What to produce: From first line to last, the records below are to be duplicated exactly.

Provided data:
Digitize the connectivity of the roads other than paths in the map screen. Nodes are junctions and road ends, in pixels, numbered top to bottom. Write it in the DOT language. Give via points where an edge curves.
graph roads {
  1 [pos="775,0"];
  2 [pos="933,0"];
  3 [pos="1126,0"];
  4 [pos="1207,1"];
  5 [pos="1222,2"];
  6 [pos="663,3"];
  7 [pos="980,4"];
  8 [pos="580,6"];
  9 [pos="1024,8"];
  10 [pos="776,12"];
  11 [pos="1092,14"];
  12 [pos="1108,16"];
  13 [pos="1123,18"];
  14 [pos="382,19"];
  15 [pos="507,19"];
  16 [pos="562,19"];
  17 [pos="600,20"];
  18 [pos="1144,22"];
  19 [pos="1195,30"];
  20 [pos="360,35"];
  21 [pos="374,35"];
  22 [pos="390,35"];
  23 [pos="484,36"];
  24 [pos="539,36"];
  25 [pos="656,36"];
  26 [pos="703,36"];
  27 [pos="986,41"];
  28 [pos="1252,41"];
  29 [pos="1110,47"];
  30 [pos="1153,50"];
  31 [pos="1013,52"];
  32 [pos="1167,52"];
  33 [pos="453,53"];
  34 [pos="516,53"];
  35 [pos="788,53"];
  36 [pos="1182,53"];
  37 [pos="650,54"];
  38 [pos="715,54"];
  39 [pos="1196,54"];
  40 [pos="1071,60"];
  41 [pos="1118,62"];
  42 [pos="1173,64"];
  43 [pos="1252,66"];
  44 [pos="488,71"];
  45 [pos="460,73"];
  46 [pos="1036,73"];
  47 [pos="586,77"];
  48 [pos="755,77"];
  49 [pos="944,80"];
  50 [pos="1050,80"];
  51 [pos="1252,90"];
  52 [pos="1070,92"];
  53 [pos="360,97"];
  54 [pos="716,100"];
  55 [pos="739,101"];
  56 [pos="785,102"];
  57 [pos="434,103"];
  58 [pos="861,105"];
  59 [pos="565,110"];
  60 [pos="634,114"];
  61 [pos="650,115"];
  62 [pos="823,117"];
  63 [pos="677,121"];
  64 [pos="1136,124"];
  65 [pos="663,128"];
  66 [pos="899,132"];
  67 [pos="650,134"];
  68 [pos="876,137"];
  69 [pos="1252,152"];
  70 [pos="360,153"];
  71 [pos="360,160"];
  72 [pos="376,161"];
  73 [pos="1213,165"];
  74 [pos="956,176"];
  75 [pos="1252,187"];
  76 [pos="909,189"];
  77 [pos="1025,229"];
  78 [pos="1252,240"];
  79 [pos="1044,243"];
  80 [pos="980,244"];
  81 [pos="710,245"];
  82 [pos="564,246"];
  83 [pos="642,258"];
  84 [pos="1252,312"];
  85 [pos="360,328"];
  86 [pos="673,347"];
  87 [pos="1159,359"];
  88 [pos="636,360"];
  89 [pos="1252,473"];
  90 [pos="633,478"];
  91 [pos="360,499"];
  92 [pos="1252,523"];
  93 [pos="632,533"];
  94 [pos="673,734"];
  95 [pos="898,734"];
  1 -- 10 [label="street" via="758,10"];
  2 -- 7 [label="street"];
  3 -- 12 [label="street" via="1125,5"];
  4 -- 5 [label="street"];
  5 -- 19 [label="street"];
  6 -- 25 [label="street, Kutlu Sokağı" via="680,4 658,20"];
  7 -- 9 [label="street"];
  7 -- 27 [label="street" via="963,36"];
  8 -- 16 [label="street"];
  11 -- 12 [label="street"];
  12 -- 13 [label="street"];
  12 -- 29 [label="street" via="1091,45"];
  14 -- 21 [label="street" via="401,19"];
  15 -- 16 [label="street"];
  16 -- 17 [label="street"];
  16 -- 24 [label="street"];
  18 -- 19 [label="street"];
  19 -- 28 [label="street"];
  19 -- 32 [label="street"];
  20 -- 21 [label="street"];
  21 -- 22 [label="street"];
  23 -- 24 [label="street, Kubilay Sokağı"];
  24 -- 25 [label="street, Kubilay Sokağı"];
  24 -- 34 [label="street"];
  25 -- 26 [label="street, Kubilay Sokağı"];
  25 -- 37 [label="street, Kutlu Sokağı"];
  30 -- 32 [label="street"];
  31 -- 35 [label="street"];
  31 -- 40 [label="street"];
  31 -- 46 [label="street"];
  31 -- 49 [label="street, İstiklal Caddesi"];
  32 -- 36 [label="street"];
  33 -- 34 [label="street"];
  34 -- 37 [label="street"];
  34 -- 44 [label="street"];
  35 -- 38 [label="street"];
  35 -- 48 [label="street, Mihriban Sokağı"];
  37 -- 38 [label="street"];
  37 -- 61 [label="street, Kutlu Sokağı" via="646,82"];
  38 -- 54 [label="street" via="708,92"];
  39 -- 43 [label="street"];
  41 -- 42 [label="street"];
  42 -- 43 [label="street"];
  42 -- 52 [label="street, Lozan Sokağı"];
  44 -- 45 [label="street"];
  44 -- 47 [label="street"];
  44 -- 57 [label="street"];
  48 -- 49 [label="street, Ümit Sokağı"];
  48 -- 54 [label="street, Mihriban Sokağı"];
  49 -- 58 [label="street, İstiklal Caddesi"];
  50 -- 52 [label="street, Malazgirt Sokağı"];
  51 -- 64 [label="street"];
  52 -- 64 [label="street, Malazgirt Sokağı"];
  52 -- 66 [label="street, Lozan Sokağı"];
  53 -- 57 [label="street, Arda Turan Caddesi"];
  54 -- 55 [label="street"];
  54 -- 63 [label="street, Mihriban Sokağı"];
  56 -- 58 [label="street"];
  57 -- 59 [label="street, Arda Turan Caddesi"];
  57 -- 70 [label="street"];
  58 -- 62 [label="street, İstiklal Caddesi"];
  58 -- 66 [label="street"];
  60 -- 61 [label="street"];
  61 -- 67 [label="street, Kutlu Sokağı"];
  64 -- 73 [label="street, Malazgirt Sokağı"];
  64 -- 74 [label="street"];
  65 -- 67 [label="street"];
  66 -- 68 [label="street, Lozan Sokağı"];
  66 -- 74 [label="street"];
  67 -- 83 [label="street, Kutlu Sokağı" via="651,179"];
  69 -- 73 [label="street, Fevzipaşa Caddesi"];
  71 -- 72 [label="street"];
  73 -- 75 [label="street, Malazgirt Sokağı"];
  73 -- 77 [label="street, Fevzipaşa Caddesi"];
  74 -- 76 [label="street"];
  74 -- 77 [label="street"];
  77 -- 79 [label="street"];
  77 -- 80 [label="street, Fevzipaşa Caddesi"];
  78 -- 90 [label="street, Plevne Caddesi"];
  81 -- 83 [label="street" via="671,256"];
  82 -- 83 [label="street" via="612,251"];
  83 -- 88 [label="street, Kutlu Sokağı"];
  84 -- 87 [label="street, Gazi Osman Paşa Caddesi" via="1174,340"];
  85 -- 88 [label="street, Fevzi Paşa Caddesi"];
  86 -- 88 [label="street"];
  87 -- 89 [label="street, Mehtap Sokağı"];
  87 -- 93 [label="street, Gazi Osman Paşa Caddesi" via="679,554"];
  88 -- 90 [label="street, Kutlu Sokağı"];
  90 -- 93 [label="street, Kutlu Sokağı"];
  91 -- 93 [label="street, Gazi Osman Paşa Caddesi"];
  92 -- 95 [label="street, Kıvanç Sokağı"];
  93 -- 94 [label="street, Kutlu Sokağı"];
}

Task response:
Digitize the connectivity of the roads other than paths in the map screen. Nodes are junctions and road ends, in pixels, numbered top to bottom. Write it in the DOT language. Give via points where an edge curves.
graph roads {
  1 [pos="775,0"];
  2 [pos="933,0"];
  3 [pos="1126,0"];
  4 [pos="1207,1"];
  5 [pos="1222,2"];
  6 [pos="663,3"];
  7 [pos="980,4"];
  8 [pos="580,6"];
  9 [pos="1024,8"];
  10 [pos="776,12"];
  11 [pos="1092,14"];
  12 [pos="1108,16"];
  13 [pos="1123,18"];
  14 [pos="382,19"];
  15 [pos="507,19"];
  16 [pos="562,19"];
  17 [pos="600,20"];
  18 [pos="1144,22"];
  19 [pos="1195,30"];
  20 [pos="360,35"];
  21 [pos="374,35"];
  22 [pos="390,35"];
  23 [pos="484,36"];
  24 [pos="539,36"];
  25 [pos="656,36"];
  26 [pos="703,36"];
  27 [pos="986,41"];
  28 [pos="1252,41"];
  29 [pos="1110,47"];
  30 [pos="1153,50"];
  31 [pos="1013,52"];
  32 [pos="1167,52"];
  33 [pos="453,53"];
  34 [pos="516,53"];
  35 [pos="788,53"];
  36 [pos="1182,53"];
  37 [pos="650,54"];
  38 [pos="715,54"];
  39 [pos="1196,54"];
  40 [pos="1071,60"];
  41 [pos="1118,62"];
  42 [pos="1173,64"];
  43 [pos="1252,66"];
  44 [pos="488,71"];
  45 [pos="460,73"];
  46 [pos="1036,73"];
  47 [pos="586,77"];
  48 [pos="755,77"];
  49 [pos="944,80"];
  50 [pos="1050,80"];
  51 [pos="1252,90"];
  52 [pos="1070,92"];
  53 [pos="360,97"];
  54 [pos="716,100"];
  55 [pos="739,101"];
  56 [pos="785,102"];
  57 [pos="434,103"];
  58 [pos="861,105"];
  59 [pos="565,110"];
  60 [pos="634,114"];
  61 [pos="650,115"];
  62 [pos="823,117"];
  63 [pos="677,121"];
  64 [pos="1136,124"];
  65 [pos="663,128"];
  66 [pos="899,132"];
  67 [pos="650,134"];
  68 [pos="876,137"];
  69 [pos="1252,152"];
  70 [pos="360,153"];
  71 [pos="360,160"];
  72 [pos="376,161"];
  73 [pos="1213,165"];
  74 [pos="956,176"];
  75 [pos="1252,187"];
  76 [pos="909,189"];
  77 [pos="1025,229"];
  78 [pos="1252,240"];
  79 [pos="1044,243"];
  80 [pos="980,244"];
  81 [pos="710,245"];
  82 [pos="564,246"];
  83 [pos="642,258"];
  84 [pos="1252,312"];
  85 [pos="360,328"];
  86 [pos="673,347"];
  87 [pos="1159,359"];
  88 [pos="636,360"];
  89 [pos="1252,473"];
  90 [pos="633,478"];
  91 [pos="360,499"];
  92 [pos="1252,523"];
  93 [pos="632,533"];
  94 [pos="673,734"];
  95 [pos="898,734"];
  1 -- 10 [label="street" via="758,10"];
  2 -- 7 [label="street"];
  3 -- 12 [label="street" via="1125,5"];
  4 -- 5 [label="street"];
  5 -- 19 [label="street"];
  6 -- 25 [label="street, Kutlu Sokağı" via="680,4 658,20"];
  7 -- 9 [label="street"];
  7 -- 27 [label="street" via="963,36"];
  8 -- 16 [label="street"];
  11 -- 12 [label="street"];
  12 -- 13 [label="street"];
  12 -- 29 [label="street" via="1091,45"];
  14 -- 21 [label="street" via="401,19"];
  15 -- 16 [label="street"];
  16 -- 17 [label="street"];
  16 -- 24 [label="street"];
  18 -- 19 [label="street"];
  19 -- 28 [label="street"];
  19 -- 32 [label="street"];
  20 -- 21 [label="street"];
  21 -- 22 [label="street"];
  23 -- 24 [label="street, Kubilay Sokağı"];
  24 -- 25 [label="street, Kubilay Sokağı"];
  24 -- 34 [label="street"];
  25 -- 26 [label="street, Kubilay Sokağı"];
  25 -- 37 [label="street, Kutlu Sokağı"];
  30 -- 32 [label="street"];
  31 -- 35 [label="street"];
  31 -- 40 [label="street"];
  31 -- 46 [label="street"];
  31 -- 49 [label="street, İstiklal Caddesi"];
  32 -- 36 [label="street"];
  33 -- 34 [label="street"];
  34 -- 37 [label="street"];
  34 -- 44 [label="street"];
  35 -- 38 [label="street"];
  35 -- 48 [label="street, Mihriban Sokağı"];
  37 -- 38 [label="street"];
  37 -- 61 [label="street, Kutlu Sokağı" via="646,82"];
  38 -- 54 [label="street" via="708,92"];
  39 -- 43 [label="street"];
  41 -- 42 [label="street"];
  42 -- 43 [label="street"];
  42 -- 52 [label="street, Lozan Sokağı"];
  44 -- 45 [label="street"];
  44 -- 47 [label="street"];
  44 -- 57 [label="street"];
  48 -- 49 [label="street, Ümit Sokağı"];
  48 -- 54 [label="street, Mihriban Sokağı"];
  49 -- 58 [label="street, İstiklal Caddesi"];
  50 -- 52 [label="street, Malazgirt Sokağı"];
  51 -- 64 [label="street"];
  52 -- 64 [label="street, Malazgirt Sokağı"];
  52 -- 66 [label="street, Lozan Sokağı"];
  53 -- 57 [label="street, Arda Turan Caddesi"];
  54 -- 55 [label="street"];
  54 -- 63 [label="street, Mihriban Sokağı"];
  56 -- 58 [label="street"];
  57 -- 59 [label="street, Arda Turan Caddesi"];
  57 -- 70 [label="street"];
  58 -- 62 [label="street, İstiklal Caddesi"];
  58 -- 66 [label="street"];
  60 -- 61 [label="street"];
  61 -- 67 [label="street, Kutlu Sokağı"];
  64 -- 73 [label="street, Malazgirt Sokağı"];
  64 -- 74 [label="street"];
  65 -- 67 [label="street"];
  66 -- 68 [label="street, Lozan Sokağı"];
  66 -- 74 [label="street"];
  67 -- 83 [label="street, Kutlu Sokağı" via="651,179"];
  69 -- 73 [label="street, Fevzipaşa Caddesi"];
  71 -- 72 [label="street"];
  73 -- 75 [label="street, Malazgirt Sokağı"];
  73 -- 77 [label="street, Fevzipaşa Caddesi"];
  74 -- 76 [label="street"];
  74 -- 77 [label="street"];
  77 -- 79 [label="street"];
  77 -- 80 [label="street, Fevzipaşa Caddesi"];
  78 -- 90 [label="street, Plevne Caddesi"];
  81 -- 83 [label="street" via="671,256"];
  82 -- 83 [label="street" via="612,251"];
  83 -- 88 [label="street, Kutlu Sokağı"];
  84 -- 87 [label="street, Gazi Osman Paşa Caddesi" via="1174,340"];
  85 -- 88 [label="street, Fevzi Paşa Caddesi"];
  86 -- 88 [label="street"];
  87 -- 89 [label="street, Mehtap Sokağı"];
  87 -- 93 [label="street, Gazi Osman Paşa Caddesi" via="679,554"];
  88 -- 90 [label="street, Kutlu Sokağı"];
  90 -- 93 [label="street, Kutlu Sokağı"];
  91 -- 93 [label="street, Gazi Osman Paşa Caddesi"];
  92 -- 95 [label="street, Kıvanç Sokağı"];
  93 -- 94 [label="street, Kutlu Sokağı"];
}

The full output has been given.